Dang man you got me there.


----------



## buggsz24

fatbass said:


> Much of this is from another post but it lets you know I'm not delusional, like *UintaBarneyFife.*


Wow I can't believe I didn't see that one! I've moved on or that hanging curve ball would have been out of the park.


----------



## Comrade Duck

If OU were to fall this weekend to Missouri, who would play in the title game? Could Texas still get a chance for a National Championship even though technically they didn't win their conference?

Shane


----------



## buggsz24

Comrade Duck said:


> Could Texas still get a chance for a National Championship even though technically they didn't win their conference?
> Shane


Yes, Texas would be the team representing the Big 12, Tech is too low ranked and OU With the loss would be as well. Winning the conference isn't a requirement, but the winner of the conference would go to Fiesta Bowl to Face Either Utah or Ohio St.


----------



## Riverrat77

Is there any chance anyone could leapfrog Texas at this point or are they secure in at least number 2 or 3?


----------



## buggsz24

Barring a huge swing in the human polls the ONLY team that could leapfrog Texas is Florida with a win over Bama, in which case Bama would be ranked below Texas.


----------



## Comrade Duck

buggsz24 said:


> Yes, Texas would be the team representing the Big 12, Tech is too low ranked and OU With the loss would be as well. Winning the conference isn't a requirement, but the winner of the conference would go to Fiesta Bowl to Face Either Utah or Ohio St.

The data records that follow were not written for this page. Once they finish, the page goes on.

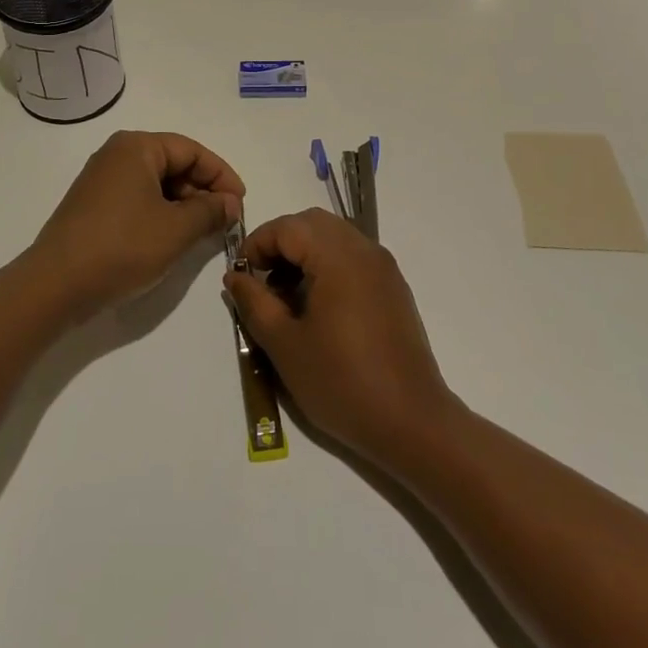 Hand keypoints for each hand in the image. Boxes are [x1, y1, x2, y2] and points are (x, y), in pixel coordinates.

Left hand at [28, 131, 244, 319]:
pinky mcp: (93, 204)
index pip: (192, 151)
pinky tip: (172, 237)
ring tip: (202, 232)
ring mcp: (102, 179)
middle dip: (203, 190)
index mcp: (137, 147)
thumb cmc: (121, 247)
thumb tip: (230, 202)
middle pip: (173, 163)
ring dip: (183, 204)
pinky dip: (160, 212)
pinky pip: (138, 198)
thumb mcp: (176, 229)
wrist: (55, 285)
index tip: (239, 204)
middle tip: (224, 220)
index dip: (221, 175)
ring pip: (156, 183)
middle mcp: (117, 154)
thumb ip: (209, 211)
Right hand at [224, 209, 455, 465]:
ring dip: (305, 253)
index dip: (257, 244)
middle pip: (312, 224)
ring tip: (287, 296)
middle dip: (281, 243)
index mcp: (337, 256)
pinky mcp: (394, 287)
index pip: (287, 227)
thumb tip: (235, 276)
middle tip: (262, 280)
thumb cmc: (341, 382)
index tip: (240, 277)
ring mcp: (383, 267)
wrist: (412, 423)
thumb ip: (255, 303)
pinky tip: (319, 306)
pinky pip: (354, 257)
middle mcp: (364, 250)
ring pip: (335, 237)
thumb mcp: (285, 345)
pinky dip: (329, 265) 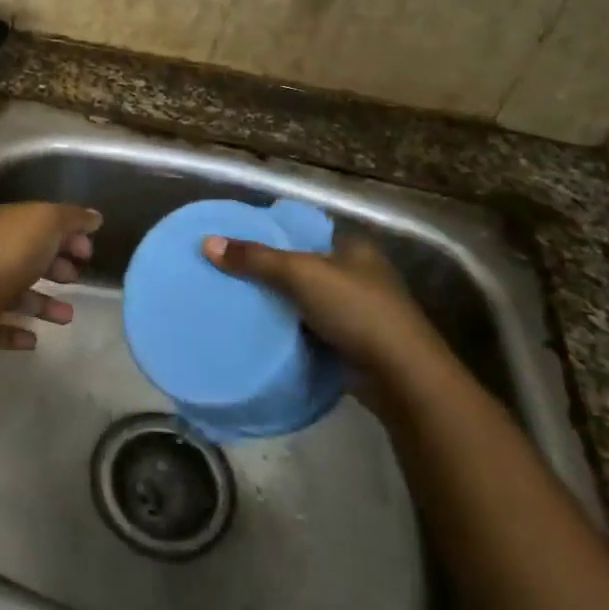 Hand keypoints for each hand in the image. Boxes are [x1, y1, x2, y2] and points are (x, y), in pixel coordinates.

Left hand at [0, 202, 101, 361]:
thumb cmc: (7, 253)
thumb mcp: (45, 222)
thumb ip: (71, 218)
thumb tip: (95, 217)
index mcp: (8, 226)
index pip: (41, 226)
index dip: (67, 235)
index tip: (89, 252)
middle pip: (30, 259)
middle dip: (56, 267)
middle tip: (78, 279)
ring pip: (20, 296)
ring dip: (44, 304)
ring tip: (68, 317)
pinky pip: (3, 329)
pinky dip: (19, 333)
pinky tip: (35, 340)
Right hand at [202, 230, 447, 379]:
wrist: (401, 377)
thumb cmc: (356, 310)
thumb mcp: (300, 274)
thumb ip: (255, 259)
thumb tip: (207, 243)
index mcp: (354, 248)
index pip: (307, 232)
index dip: (274, 234)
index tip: (238, 242)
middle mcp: (359, 275)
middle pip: (304, 267)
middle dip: (271, 272)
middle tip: (229, 273)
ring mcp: (359, 312)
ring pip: (306, 301)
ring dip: (280, 304)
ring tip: (236, 302)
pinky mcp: (353, 345)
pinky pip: (311, 330)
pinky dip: (290, 331)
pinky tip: (261, 332)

Utah vs Missouri in the Fiesta Bowl would be a good match-up if Missouri could pull off the upset against OU.

So if that were to happen it would most likely be Texas vs. Alabama/Florida in the title game, if I understand correctly? I don't like Texas, but they got screwed. I would like to see them get their shot.

Shane


----------



## proutdoors

I think there is still an outside chance that USC could leapfrog over Texas is OU and Florida both lose. If they 'impress' enough voters in their game against UCLA, it may be interesting.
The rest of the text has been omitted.